• [Task directions]
Once a line is found to contain "pinky", copy it out of the listing.

• [Raw data]
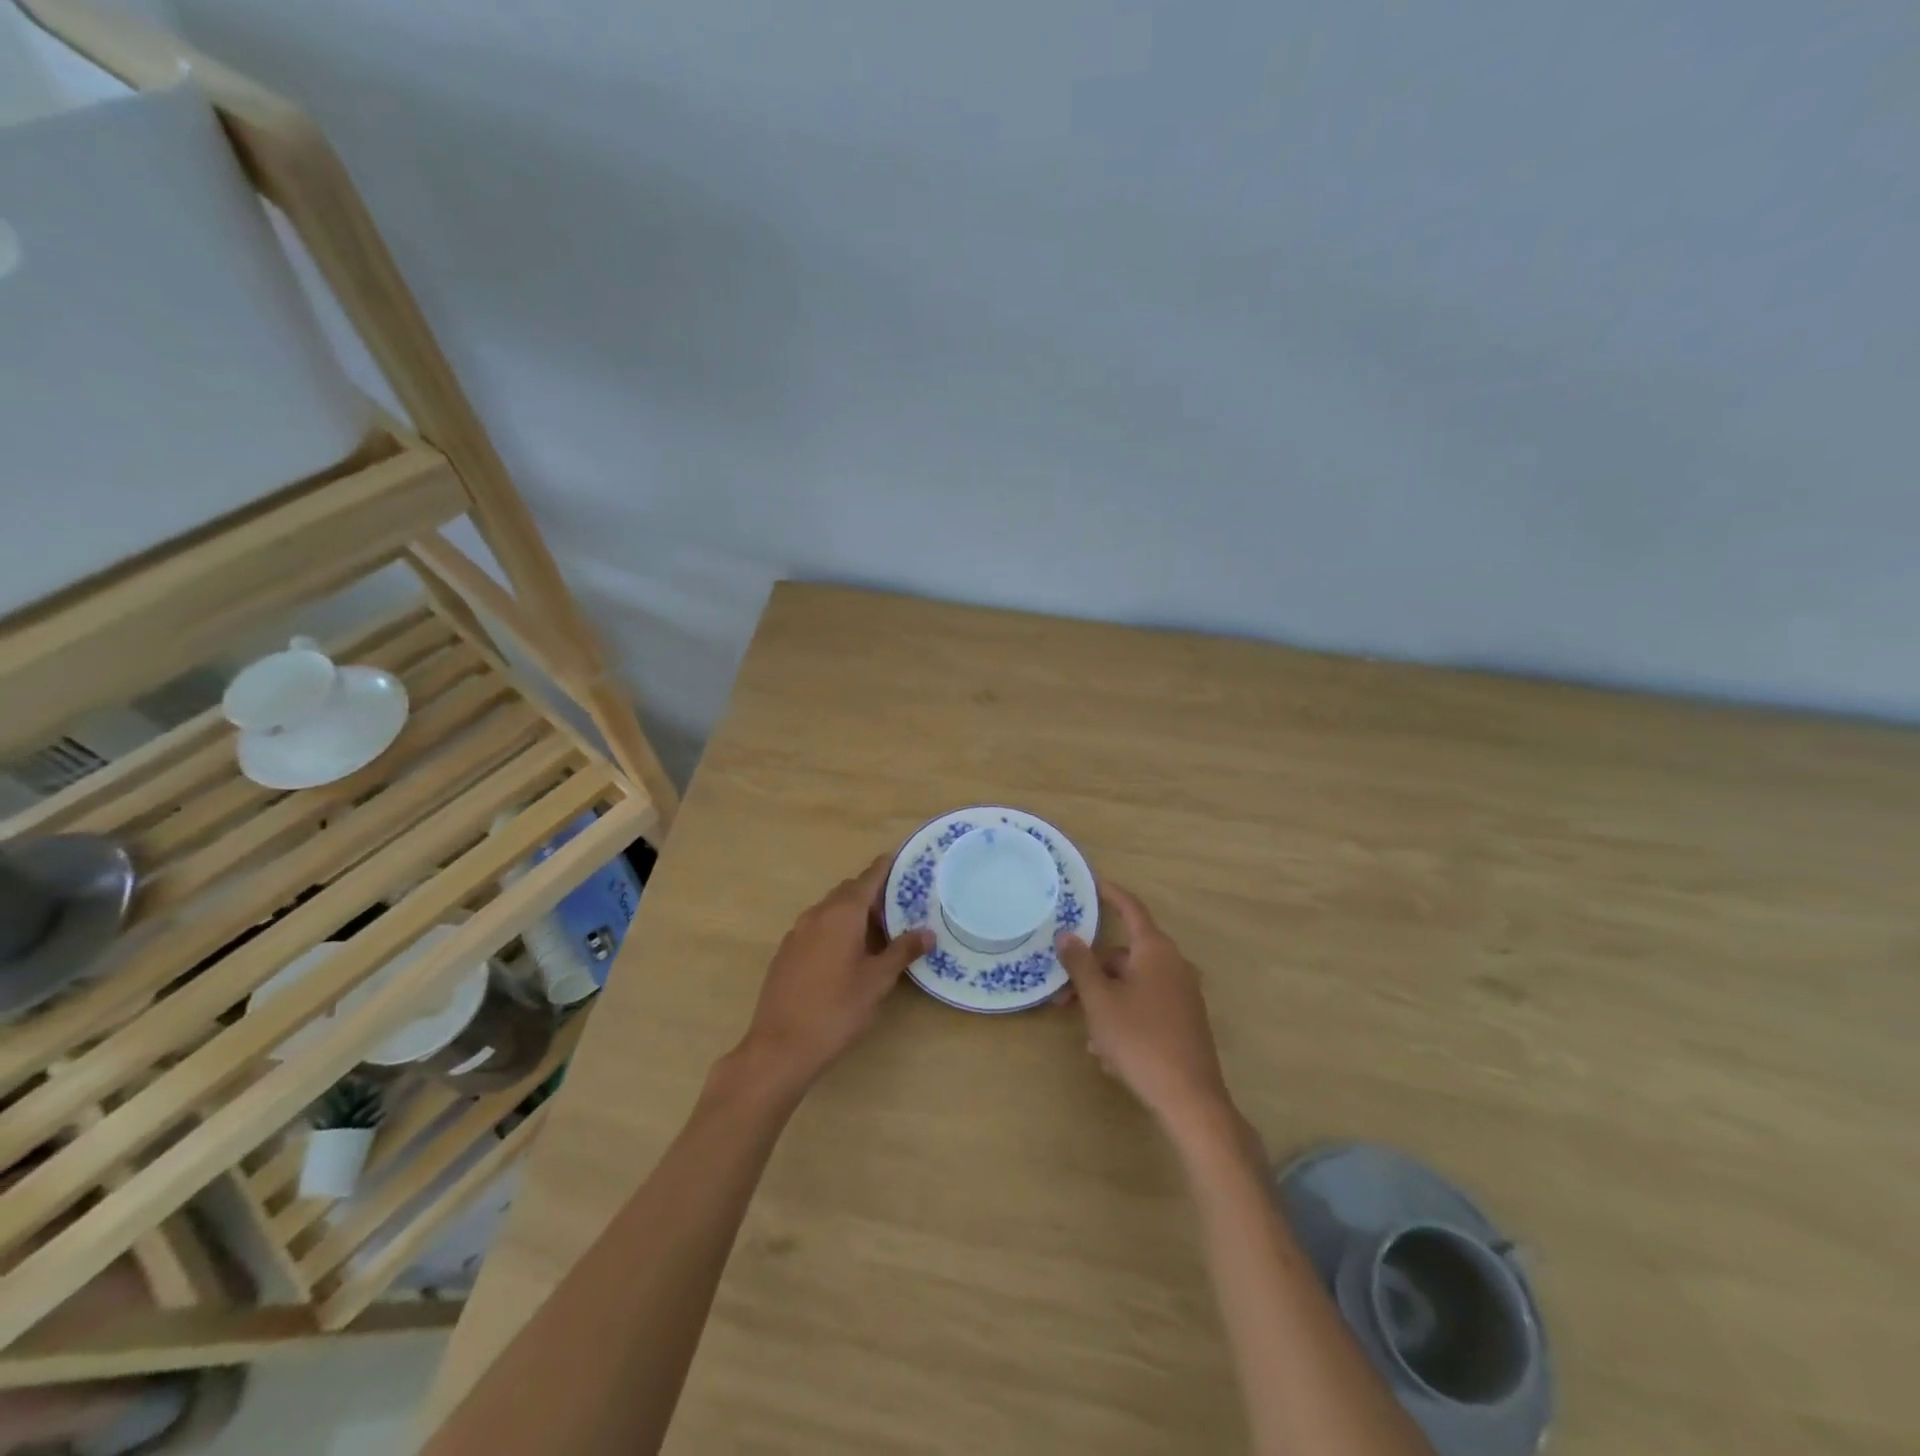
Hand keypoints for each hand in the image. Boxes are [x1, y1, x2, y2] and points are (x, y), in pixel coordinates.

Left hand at [735, 855, 932, 1094]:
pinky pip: (816, 928)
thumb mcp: (877, 981)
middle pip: (848, 892)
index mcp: (841, 914)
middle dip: (871, 894)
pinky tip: (847, 955)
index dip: (885, 868)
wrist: (779, 1047)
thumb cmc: (836, 1009)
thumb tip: (927, 932)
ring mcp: (796, 934)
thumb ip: (902, 952)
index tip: (901, 860)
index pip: (867, 879)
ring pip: (830, 910)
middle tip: (898, 907)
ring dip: (852, 913)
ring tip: (877, 933)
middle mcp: (816, 915)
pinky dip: (835, 929)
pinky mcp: (785, 954)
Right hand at [1056, 883, 1233, 1131]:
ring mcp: (1183, 994)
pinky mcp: (1185, 1021)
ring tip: (1087, 1036)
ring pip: (1132, 985)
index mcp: (1156, 951)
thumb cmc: (1140, 1039)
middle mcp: (1174, 965)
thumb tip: (1066, 934)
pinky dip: (1124, 1018)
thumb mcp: (1100, 1001)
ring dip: (1105, 1002)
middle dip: (1092, 972)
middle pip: (1124, 956)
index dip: (1110, 894)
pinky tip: (1109, 1052)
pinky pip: (1146, 1006)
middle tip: (1063, 996)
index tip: (1092, 883)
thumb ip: (1080, 964)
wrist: (1190, 1098)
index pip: (1131, 909)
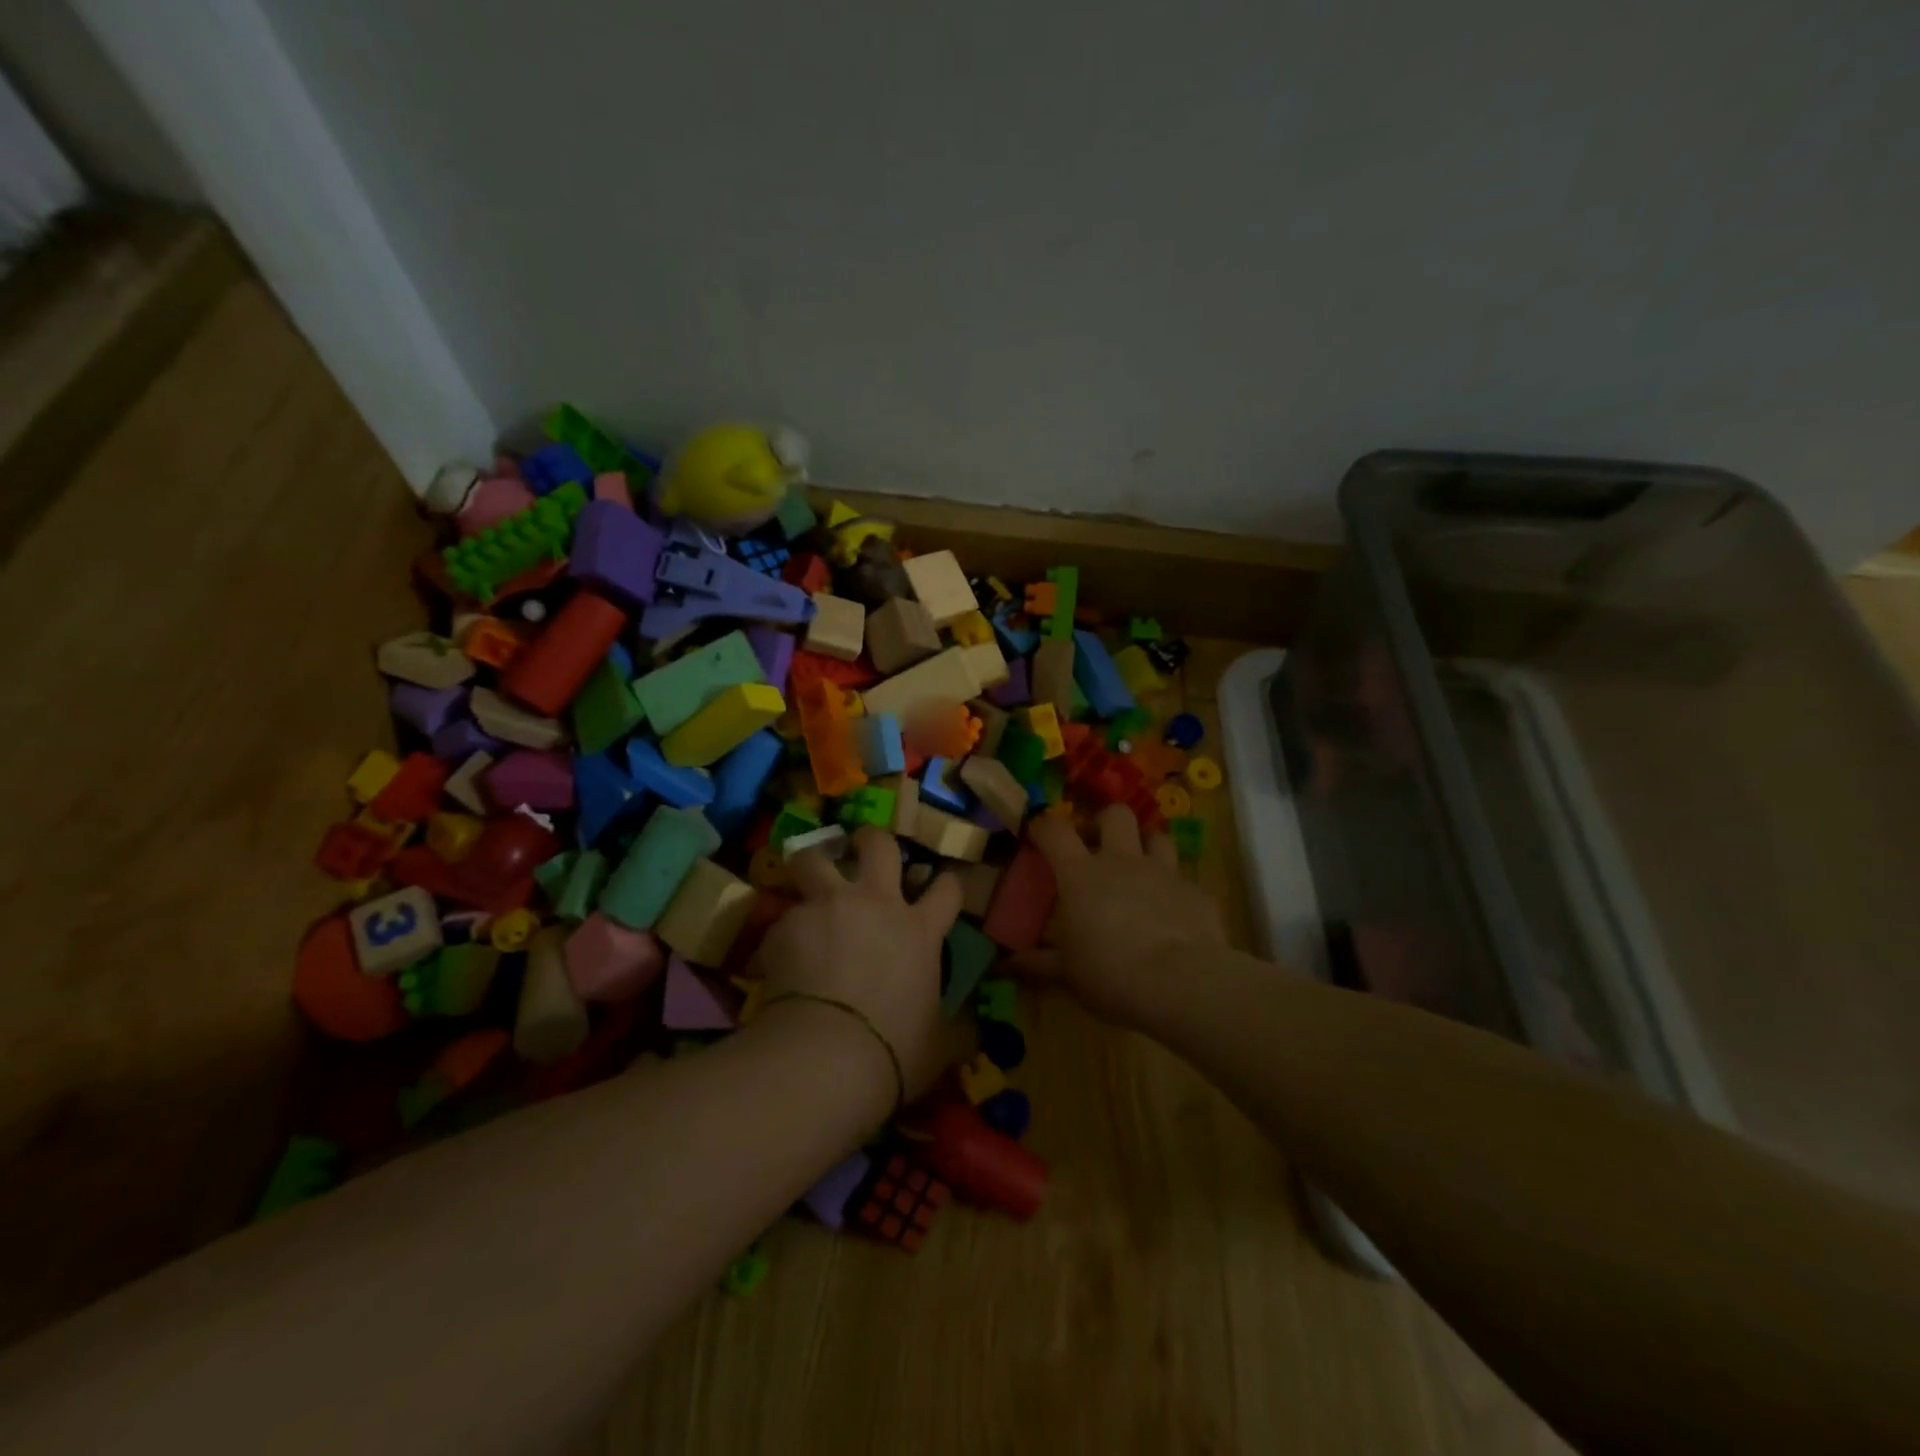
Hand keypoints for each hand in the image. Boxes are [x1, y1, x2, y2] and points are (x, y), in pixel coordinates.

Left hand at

• [Output below]
pinky pip: (816, 928)
pinky tip: (847, 955)
pinky dip: (835, 929)
pinky mcp: (785, 954)
pinky mcp: (1185, 1021)
pinky dip: (1124, 1018)
pinky tip: (1109, 1052)
pinky pip: (1146, 1006)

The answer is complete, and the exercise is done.